Few policy analysts apprentice to bakers, stone masons or electricians, which is perhaps why they seem to find vocational education a dull subject of study.  But having woken up to the fact that OECD countries can never compete with China, India or Southeast Asia in the provision of cheap, unskilled labour, they realise that the only chance of staying in the game is to shift the emphasis from low cost to high quality, and to tend the middle ground between university education and unskilled labour: vocational educational training (VET).

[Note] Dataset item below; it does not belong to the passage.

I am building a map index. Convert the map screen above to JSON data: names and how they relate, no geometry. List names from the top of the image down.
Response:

Apprenticeship is the traditional form of VET.  Unfortunately, the economic crisis has caused a reduction of apprenticeships in a number of countries.  But not all: in some the numbers are stable.  Learning for Jobs: OECD Policy Review of Vocational Education and Training is an initial report linked to VET studies in 17 different countries.  The review shows that employers in several countries are strongly engaged in the provision of apprenticeships and are great supporters of VET, but in countries where VET is less developed, employers may be less engaged.  SMEs are especially reluctant, since advancement is limited if only three or four positions exist.  Large firms are luckier, if there is scope for promotion, or if the training is so specific to a firm that it cannot be transferred elsewhere.  Unsurprisingly, firms want governments and employees to share the risk.

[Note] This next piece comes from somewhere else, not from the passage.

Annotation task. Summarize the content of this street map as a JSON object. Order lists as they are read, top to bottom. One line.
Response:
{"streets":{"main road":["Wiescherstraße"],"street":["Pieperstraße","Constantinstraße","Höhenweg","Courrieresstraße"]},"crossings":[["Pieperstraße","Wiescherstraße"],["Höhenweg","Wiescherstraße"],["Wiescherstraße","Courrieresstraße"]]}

One solution is to spend more time in the classroom.  But a recent study of VET in Denmark, one in a series of OECD country studies entitled Working Out Change: Systemic Innovation in Vocational Education and Training, which presents 14 case studies of innovation in VET in six OECD countries (Australia, Denmark, Germany, Hungary, Mexico and Switzerland), discovered that students enrolled in dual programmes, which alternate time in class with time on the job, found employment more easily than their classroom-bound peers.  As one Danish employer said, ‘Chaos in a company is helping a student to learn innovation and creativity.  You cannot teach that in a classroom or laboratory’.    

Most firms argue – erroneously – that apprenticeships cost too much.  In 2004, Swiss companies spent 4.7 billion CHF on apprenticeships.  Earnings generated by apprentices amounted to CHF 5.2 billion.   Is Switzerland a special case?  It has, unlike most countries, established formal mechanisms to calculate the cost benefits of apprenticeships.  More countries should follow their example; Germany is already doing so. 

In an economic downturn, unskilled jobs are the first to go. What about vocational jobs?  The Danish study was conducted in February 2008 while the financial crisis was still simmering.  Changes to Danish VET were designed to let off some of the steam in the event of a downturn – but only if employers (many of whom are foreign) shared the Danish sentiment of ‘social capital’.  The study found, for instance, that employers and employee wanted changes to VET to succeed because they felt they literally ‘owned’ it.  Discard that concept, and the system fails.

My brother worked in construction, specializing in putting aluminum siding on homes in upstate New York.  When he retired, he estimated that he had sided nearly 500 homes.  He taught his son the trade, he said, because ‘people will always need houses.’  That sounds like spurious advice in the aftermath of the subprime crisis, but it remains sound.  Although my nephew travels 250 miles to the building site of his latest project and only sees his family once every two weeks, he doesn’t complain, nor does his crew. ‘I’ve got work,’ he says, ‘I’m able to give these guys jobs, and they’re good workers’.  That’s social capital.